Strumenti da poter utilizzare

Strumenti di osservazione
Colloquio clinico; Scale di valutazione e check-list, che possano focalizzarsi su schemi relazionali di attaccamento, meccanismi di colpa, vergogna, ciclo della violenza.

Strumenti psicodiagnostici
Test proiettivi (TAT, Rorschach test) Test sul trauma e sull’attaccamento; MMPI valido strumento per la valutazione dei tratti di personalità, disagio emotivo, distorsioni cognitive.

Strumenti terapeutici e riabilitativi
EMDR
Terapia cognitivo – comportamentale
Interventi di psicoeducazione orientati ad agire sul senso di autoefficacia, ricostruzione identitaria e sulla capacità di instaurare relazioni sane.

Il percorso di cura non può essere inteso solo come intervento clinico, ma va recepito all’interno di un approccio che includa ascolto, riconoscimento del problema, protezione, sostegno ed infine ricostruzione. La cura, infine, non si esaurisce nella terapia individuale, ma può includere gruppi di supporto che offrono uno spazio protetto di condivisione e riconoscimento reciproco, facilitando la rielaborazione collettiva dell’esperienza di violenza e contrastando il senso di solitudine e colpa spesso interiorizzato, la promozione di percorsi di autonomia abitativa e lavorativa, quindi che permettano alla persona di ricostruire le basi materiali dell’indipendenza, spezzando i legami di dipendenza economica e relazionale che spesso ostacolano l’uscita da situazioni violente, e interventi comunitari volti a contrastare l’isolamento e a promuovere il reinserimento sociale, promuovendo iniziative di formazione territoriale e costruzione di reti significative.
La violenza relazionale, come descritto, può assumere molte forme: riconoscerla è fondamentale, ma non basta; serve un’educazione all’ascolto, al rispetto ed all’empatia, serve il coraggio di chiedere aiuto, ma anche la responsabilità di non voltarsi dall’altra parte.

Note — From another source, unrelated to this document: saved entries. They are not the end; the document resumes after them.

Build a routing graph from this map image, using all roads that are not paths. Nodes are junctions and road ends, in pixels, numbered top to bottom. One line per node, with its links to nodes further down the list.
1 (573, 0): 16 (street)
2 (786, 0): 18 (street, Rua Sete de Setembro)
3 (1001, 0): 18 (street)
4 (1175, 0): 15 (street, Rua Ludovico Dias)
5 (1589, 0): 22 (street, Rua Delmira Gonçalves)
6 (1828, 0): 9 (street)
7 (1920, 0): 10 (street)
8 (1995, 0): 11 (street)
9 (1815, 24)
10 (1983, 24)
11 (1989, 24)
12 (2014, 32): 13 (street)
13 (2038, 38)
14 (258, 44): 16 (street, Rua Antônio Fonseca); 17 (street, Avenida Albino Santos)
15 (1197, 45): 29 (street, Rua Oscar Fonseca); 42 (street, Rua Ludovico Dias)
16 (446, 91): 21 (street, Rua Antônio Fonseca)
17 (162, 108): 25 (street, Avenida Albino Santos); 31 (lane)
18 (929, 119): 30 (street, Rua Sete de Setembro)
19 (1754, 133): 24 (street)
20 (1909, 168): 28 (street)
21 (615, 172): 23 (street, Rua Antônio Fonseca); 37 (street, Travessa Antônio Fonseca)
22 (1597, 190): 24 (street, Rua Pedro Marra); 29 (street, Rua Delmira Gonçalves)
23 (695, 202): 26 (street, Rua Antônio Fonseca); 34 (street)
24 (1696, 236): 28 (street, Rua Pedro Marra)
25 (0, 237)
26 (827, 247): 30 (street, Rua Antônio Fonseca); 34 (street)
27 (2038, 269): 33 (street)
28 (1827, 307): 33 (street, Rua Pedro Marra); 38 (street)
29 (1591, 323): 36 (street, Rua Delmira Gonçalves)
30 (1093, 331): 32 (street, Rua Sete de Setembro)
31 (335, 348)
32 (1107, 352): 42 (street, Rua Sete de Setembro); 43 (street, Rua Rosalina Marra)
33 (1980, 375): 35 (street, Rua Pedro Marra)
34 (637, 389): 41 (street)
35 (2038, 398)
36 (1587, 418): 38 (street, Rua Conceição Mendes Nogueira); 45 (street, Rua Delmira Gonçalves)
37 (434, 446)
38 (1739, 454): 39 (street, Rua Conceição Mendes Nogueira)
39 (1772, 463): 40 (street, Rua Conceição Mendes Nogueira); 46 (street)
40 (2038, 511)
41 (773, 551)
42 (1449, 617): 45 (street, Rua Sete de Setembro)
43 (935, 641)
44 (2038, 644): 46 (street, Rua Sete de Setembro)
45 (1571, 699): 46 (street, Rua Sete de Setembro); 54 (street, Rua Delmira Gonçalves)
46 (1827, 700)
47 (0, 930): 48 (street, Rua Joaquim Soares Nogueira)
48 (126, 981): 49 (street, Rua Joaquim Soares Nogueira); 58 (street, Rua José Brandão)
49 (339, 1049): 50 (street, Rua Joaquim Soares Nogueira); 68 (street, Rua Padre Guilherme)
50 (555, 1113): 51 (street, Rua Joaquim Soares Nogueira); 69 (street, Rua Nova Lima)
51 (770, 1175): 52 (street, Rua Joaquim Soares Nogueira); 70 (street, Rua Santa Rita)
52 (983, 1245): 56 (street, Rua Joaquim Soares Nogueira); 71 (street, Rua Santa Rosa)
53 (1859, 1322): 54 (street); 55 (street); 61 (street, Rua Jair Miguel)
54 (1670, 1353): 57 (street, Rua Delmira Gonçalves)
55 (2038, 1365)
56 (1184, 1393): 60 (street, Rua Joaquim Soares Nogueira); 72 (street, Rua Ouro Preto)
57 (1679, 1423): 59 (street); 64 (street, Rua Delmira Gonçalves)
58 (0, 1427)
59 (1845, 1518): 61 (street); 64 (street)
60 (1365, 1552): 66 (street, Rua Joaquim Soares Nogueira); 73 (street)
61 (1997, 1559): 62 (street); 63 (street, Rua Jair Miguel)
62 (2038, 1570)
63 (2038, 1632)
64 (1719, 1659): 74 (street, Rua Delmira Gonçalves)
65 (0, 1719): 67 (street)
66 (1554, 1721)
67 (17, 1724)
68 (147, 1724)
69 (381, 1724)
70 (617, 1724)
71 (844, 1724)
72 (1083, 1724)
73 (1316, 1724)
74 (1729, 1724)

Ogni relazione, per essere sana, deve basarsi sulla libertà, non sulla paura, non sul controllo. Questa è una lezione che riguarda tutti, nessuno escluso, è una responsabilità collettiva, perché costruire relazioni sane è il primo passo per costruire una società più giusta, una società che investe nella prevenzione, sceglie di prendersi cura delle persone. In conclusione, investire nell’educazione e nella consapevolezza sin dall’infanzia non è soltanto una strategia di prevenzione della violenza relazionale, ma rappresenta anche un investimento nel futuro della società. Attraverso un approccio educativo integrato, è possibile favorire lo sviluppo di soggetti in grado di instaurare relazioni autentiche, empatiche e non violente, contribuendo così a creare ambienti familiari e sociali più sani e resilienti. Questo potrà essere realizzato solo attraverso la costruzione di un progetto educativo che non vede solo nello psicologo la figura centrale, ma in quanto integrato coinvolge diverse figure professionali, ciascuna con la propria competenza, che sinergicamente cooperano per mettere al centro la persona.